Patrick Andrus, a historian with the National Register of Historic Places, said the neighborhood’s application to be listed on the register arrived on Nov. 7. The register takes action on applications within 45 days, and Andrus said a decision on whether to add the neighborhood could come sometime around Christmas.

“We review the applications to makes sure the property has been shown to meet the National Register criteria for evaluation … and then we take the final action on listing it,” Andrus said. ”So, this one seems to be proceeding normally.”

Properties are nominated to the register usually by the state. Although, federal agencies that own properties and various tribal preservation offices may also nominate districts or structures. The Brewers Hill Historic District was nominated by the Maryland Historical Trust, a state agency dedicated to preserving the state’s past. Calls to the trust for comment on this story were not returned.

Being listed on the register is designed to encourage preservation through a variety of incentives.
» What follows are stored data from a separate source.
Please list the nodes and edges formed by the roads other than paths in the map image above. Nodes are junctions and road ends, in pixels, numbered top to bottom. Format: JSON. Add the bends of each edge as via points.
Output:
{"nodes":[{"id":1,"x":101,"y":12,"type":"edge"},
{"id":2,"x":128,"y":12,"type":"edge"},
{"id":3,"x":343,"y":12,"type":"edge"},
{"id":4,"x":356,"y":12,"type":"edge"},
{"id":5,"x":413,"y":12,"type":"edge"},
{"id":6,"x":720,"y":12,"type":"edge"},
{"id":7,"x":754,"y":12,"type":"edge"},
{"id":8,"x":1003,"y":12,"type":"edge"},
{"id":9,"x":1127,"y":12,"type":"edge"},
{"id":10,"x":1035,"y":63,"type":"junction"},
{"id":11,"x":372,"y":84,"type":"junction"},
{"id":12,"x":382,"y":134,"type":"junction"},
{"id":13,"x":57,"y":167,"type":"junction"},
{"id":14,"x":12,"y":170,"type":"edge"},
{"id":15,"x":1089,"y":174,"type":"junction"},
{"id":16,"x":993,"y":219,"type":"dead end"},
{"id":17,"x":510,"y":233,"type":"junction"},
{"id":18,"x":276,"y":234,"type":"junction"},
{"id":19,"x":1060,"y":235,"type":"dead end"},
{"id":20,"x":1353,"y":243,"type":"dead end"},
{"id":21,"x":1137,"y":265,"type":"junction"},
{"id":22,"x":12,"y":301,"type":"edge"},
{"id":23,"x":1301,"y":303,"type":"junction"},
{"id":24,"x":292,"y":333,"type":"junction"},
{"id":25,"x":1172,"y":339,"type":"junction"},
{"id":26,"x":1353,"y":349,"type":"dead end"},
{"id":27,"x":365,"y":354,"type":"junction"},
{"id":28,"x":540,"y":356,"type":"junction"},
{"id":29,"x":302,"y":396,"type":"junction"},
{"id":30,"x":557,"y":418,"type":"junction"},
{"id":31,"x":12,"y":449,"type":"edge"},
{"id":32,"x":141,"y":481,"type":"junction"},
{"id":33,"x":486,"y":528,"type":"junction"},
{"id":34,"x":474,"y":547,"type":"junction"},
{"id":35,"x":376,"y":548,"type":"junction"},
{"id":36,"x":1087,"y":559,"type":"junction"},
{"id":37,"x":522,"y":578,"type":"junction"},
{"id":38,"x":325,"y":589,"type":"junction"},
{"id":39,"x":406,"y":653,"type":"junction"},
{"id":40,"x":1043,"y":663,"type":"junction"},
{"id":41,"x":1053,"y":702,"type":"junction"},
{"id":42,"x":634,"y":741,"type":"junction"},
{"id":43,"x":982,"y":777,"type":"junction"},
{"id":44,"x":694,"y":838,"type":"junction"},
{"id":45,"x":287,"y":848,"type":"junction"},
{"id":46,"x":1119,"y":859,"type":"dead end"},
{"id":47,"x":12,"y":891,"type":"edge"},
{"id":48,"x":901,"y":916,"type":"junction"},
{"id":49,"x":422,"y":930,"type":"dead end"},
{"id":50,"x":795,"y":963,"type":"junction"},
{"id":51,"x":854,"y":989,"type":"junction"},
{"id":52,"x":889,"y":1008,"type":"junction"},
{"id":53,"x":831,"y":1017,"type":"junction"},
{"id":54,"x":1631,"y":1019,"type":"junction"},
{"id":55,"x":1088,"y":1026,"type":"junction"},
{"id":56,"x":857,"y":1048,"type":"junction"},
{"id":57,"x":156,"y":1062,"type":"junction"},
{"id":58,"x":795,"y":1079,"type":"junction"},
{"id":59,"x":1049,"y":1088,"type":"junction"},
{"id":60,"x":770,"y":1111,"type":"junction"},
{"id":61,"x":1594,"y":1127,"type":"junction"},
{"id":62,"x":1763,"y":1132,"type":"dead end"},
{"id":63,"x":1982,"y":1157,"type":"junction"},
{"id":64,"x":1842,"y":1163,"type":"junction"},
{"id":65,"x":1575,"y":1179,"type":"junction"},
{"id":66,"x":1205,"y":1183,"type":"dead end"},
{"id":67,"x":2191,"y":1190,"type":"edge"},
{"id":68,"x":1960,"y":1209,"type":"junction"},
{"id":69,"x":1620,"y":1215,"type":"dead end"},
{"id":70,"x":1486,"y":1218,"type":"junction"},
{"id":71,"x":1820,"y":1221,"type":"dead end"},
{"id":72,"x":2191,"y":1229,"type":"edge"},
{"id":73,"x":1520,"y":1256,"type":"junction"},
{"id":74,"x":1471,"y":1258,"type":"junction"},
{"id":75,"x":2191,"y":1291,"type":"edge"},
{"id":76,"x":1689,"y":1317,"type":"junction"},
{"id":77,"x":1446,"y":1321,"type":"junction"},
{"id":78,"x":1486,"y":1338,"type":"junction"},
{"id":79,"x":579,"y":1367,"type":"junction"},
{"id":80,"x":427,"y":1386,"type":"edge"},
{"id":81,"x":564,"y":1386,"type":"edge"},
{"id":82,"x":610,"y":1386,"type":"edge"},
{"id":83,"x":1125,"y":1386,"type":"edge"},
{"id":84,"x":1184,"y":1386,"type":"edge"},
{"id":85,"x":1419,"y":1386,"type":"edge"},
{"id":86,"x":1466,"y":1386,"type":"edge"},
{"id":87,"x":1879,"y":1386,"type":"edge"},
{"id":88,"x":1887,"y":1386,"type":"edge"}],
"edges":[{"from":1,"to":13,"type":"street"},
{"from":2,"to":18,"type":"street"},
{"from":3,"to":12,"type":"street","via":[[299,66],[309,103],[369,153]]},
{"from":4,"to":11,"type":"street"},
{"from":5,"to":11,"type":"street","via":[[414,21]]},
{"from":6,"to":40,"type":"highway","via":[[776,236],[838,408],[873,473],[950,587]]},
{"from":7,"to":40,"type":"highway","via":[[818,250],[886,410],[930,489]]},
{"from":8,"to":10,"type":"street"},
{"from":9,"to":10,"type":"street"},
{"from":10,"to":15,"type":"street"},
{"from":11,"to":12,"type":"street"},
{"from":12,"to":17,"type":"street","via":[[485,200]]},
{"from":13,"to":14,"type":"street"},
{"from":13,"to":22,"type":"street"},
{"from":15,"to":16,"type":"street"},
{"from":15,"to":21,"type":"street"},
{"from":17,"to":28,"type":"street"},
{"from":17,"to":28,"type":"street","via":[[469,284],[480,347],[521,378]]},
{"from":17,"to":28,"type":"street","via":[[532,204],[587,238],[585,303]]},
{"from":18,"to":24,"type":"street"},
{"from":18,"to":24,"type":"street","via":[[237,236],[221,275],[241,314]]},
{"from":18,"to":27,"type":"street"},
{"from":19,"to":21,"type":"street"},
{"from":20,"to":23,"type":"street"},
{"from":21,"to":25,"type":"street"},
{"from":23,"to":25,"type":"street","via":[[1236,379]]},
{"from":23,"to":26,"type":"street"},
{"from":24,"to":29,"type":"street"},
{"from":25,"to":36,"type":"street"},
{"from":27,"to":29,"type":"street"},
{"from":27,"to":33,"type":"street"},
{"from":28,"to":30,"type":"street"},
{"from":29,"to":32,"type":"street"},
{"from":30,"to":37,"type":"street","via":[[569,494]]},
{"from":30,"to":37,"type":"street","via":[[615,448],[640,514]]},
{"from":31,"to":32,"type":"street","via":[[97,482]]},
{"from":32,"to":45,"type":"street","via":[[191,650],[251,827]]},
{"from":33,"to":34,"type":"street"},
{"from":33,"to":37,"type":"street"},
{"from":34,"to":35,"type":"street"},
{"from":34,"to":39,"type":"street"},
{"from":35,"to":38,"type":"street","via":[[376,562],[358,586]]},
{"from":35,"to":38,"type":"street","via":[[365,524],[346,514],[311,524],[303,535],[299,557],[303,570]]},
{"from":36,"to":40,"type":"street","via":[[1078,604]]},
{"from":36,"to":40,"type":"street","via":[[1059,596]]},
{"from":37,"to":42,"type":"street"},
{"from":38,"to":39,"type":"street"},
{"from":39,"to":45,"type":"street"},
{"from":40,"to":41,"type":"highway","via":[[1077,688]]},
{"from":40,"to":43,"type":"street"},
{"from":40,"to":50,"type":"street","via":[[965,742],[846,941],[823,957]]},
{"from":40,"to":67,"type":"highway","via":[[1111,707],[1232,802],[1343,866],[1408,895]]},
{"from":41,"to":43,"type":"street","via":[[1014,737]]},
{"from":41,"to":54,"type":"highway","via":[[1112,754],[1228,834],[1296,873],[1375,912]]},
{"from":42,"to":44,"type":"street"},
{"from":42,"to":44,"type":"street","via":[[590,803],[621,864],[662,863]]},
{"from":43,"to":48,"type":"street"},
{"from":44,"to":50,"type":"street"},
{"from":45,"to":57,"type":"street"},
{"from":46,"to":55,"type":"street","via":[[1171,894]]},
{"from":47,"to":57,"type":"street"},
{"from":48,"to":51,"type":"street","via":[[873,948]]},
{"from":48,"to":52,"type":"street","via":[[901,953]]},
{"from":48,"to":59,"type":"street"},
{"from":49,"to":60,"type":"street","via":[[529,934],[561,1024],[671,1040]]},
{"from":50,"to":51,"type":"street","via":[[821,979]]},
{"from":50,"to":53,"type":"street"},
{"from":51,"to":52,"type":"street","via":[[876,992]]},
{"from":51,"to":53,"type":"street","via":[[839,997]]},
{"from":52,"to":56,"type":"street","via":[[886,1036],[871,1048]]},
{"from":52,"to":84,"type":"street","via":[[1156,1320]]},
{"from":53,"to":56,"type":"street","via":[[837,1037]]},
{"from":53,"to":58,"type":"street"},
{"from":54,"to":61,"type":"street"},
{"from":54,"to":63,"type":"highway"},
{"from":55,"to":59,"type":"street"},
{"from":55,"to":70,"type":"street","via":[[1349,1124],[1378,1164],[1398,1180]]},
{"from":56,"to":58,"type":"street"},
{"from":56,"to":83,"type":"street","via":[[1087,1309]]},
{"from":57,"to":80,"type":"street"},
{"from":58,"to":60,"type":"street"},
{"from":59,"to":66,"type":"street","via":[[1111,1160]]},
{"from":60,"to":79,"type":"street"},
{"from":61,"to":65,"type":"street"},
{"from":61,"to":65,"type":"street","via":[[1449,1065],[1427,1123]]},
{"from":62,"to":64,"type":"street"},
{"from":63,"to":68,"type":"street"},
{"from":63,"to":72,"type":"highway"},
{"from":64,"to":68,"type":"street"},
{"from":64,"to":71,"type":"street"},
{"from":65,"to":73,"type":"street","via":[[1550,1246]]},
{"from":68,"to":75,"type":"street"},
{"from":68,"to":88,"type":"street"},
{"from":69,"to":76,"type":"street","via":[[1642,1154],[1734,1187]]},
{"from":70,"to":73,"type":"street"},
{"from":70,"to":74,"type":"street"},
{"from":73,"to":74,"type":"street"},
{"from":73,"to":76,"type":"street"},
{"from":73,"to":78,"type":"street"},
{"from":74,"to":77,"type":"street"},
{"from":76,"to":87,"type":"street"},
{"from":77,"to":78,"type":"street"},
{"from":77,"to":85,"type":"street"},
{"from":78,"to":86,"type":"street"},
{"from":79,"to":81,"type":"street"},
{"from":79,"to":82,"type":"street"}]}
But being added to the register does not place any restrictions on what a private property owner may do with their building so long as they’re not using federal funds.

“It’s the federal government saying, “You have a historically architecturally or archaeologically important property. So, it brings attention to the property, which can help in efforts to preserve and raise money to rehabilitate buildings and that sort of thing,” Andrus said.

One of the major incentives of being located on the register is a 20 percent investment tax credit available to owners of income-producing buildings, such as commercial, industrial or rental properties that are certified historic rehabs, according to the register’s website. The credit can also be combined with a “straight-line depreciation period” of more than 27 years for residential and more than 31 years for commercial properties.

“The rehabilitation work has to be approved by the National Park Service as meeting standards for historic rehab, you have to spend a certain amount of money,” Andrus said. “It’s not designed for small projects. It’s designed for major rehabilitations.”

The East Baltimore neighborhood, located north of Canton and east of Patterson Park, has attracted its fair share of development in recent years. That includes the nearby mixed-use rehab of the 27-acre site that was once home to the National and Gunther breweries. That development, named after the neighborhood, includes three apartment buildings with more than 800 units, 40,000 square feet of retail space and as well as additional office space.